(Saved entries)
****
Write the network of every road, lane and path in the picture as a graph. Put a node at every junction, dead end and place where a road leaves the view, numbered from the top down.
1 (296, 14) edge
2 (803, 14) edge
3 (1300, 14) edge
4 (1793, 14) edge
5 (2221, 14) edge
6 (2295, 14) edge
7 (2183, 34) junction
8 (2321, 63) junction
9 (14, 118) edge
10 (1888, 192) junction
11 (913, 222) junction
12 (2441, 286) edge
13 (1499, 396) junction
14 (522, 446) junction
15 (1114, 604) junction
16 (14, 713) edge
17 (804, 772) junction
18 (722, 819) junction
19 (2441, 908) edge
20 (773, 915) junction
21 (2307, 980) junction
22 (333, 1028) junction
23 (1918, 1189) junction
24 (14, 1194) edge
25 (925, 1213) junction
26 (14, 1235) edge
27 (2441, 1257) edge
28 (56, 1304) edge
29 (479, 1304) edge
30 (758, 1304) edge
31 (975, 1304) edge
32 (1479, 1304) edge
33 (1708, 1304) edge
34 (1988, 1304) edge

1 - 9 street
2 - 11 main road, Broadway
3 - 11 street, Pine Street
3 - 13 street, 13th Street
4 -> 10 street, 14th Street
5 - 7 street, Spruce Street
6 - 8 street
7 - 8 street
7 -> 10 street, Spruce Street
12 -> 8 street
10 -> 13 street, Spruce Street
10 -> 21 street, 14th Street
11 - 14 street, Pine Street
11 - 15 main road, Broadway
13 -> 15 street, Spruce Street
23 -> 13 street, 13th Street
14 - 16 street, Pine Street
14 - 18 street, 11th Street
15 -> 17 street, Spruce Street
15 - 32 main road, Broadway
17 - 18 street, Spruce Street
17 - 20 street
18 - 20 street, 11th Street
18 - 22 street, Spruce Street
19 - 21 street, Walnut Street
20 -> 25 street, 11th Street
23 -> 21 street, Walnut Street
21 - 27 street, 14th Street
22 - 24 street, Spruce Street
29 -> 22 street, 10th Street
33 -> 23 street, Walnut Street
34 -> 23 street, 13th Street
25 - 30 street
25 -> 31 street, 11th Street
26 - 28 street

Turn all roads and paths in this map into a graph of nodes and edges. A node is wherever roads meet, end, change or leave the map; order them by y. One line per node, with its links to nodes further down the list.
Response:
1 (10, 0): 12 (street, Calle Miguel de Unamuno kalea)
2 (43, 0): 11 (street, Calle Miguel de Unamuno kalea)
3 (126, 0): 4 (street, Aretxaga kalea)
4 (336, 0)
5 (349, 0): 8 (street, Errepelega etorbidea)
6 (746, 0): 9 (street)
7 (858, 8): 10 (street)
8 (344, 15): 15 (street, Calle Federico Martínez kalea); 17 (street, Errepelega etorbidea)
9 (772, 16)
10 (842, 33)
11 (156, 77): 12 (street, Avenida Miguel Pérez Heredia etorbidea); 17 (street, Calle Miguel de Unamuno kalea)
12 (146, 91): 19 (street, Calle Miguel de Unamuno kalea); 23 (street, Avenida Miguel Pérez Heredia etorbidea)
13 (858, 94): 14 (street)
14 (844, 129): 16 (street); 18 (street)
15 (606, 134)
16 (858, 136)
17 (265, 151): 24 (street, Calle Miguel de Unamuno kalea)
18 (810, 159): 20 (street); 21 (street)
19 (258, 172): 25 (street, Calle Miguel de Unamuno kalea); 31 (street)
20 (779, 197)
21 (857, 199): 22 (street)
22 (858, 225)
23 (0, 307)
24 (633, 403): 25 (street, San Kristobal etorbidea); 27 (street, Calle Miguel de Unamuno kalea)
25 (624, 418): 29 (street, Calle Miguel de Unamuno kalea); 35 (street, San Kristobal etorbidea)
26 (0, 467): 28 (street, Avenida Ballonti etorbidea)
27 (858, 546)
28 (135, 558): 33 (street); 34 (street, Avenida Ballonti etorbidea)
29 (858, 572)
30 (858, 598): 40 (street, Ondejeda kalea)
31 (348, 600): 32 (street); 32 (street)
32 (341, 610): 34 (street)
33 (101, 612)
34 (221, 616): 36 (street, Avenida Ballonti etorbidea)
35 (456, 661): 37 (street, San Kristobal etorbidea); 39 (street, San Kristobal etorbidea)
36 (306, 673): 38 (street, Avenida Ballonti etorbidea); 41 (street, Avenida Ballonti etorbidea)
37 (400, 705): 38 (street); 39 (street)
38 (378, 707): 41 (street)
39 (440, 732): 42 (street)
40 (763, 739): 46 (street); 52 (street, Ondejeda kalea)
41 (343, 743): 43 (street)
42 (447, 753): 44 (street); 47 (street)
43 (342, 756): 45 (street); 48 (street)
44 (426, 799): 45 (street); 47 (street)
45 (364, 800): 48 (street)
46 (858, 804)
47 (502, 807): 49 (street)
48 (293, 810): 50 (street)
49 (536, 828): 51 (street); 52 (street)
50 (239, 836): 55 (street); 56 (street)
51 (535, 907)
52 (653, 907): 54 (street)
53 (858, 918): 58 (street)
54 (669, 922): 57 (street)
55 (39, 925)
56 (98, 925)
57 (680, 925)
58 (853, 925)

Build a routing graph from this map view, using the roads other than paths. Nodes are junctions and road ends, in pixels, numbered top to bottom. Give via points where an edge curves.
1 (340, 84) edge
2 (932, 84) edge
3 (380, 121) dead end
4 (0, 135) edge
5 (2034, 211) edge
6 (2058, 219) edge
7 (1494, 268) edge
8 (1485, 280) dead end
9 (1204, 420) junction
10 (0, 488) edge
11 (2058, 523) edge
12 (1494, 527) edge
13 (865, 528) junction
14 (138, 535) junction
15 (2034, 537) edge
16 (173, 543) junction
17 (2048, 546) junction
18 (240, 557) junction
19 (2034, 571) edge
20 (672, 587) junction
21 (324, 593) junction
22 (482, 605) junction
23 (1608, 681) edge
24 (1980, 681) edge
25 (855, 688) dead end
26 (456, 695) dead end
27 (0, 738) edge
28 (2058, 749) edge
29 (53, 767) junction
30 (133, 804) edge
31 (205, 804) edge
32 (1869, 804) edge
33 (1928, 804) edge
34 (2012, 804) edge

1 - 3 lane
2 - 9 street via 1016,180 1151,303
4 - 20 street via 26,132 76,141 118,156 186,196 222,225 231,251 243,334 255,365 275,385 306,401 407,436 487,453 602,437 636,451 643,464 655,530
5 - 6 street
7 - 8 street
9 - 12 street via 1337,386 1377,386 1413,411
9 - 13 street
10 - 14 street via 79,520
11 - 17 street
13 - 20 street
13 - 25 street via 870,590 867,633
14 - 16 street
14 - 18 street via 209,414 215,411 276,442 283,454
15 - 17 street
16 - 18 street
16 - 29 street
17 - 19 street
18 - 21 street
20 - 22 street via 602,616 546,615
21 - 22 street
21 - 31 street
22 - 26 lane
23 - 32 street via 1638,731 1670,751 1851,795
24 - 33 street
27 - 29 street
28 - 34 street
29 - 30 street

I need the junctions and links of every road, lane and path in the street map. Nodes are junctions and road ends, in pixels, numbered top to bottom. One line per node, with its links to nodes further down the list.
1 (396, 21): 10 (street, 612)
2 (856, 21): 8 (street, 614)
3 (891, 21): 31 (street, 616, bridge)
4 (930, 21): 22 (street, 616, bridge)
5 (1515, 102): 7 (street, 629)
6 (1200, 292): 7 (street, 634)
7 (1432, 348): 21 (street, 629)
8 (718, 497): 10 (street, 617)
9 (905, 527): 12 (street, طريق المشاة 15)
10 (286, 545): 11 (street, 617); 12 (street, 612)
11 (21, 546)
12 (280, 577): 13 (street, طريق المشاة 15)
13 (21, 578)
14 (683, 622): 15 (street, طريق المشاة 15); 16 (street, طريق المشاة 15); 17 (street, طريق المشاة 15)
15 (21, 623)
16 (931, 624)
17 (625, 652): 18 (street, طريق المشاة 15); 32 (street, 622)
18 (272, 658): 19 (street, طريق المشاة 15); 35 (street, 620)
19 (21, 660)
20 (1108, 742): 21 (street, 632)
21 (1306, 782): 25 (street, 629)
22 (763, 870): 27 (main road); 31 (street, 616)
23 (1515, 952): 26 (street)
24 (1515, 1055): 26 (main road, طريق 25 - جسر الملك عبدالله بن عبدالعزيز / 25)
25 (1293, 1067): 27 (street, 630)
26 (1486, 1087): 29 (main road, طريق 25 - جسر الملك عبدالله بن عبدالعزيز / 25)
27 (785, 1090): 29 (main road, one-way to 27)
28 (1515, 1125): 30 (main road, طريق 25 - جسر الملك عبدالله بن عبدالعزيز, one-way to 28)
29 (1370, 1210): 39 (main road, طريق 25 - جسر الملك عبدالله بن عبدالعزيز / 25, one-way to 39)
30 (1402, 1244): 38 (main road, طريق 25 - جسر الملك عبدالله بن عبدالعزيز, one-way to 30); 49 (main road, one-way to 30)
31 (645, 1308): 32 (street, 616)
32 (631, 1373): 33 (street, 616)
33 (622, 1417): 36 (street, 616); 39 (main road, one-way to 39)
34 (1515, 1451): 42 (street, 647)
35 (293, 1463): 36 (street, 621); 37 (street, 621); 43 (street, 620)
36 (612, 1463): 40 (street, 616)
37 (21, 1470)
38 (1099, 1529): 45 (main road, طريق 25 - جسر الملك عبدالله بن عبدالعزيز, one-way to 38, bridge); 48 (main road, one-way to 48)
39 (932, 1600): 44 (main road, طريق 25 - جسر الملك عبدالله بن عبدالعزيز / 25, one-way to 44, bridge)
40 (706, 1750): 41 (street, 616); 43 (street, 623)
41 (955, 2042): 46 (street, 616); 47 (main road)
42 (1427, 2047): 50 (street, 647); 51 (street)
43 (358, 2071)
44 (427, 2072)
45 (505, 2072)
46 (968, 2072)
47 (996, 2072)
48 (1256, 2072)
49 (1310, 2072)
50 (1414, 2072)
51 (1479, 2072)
****
## Problem statement
Looking at the records above, work out how many lines hold "Pérez" and write only that number.

## Worked solution
2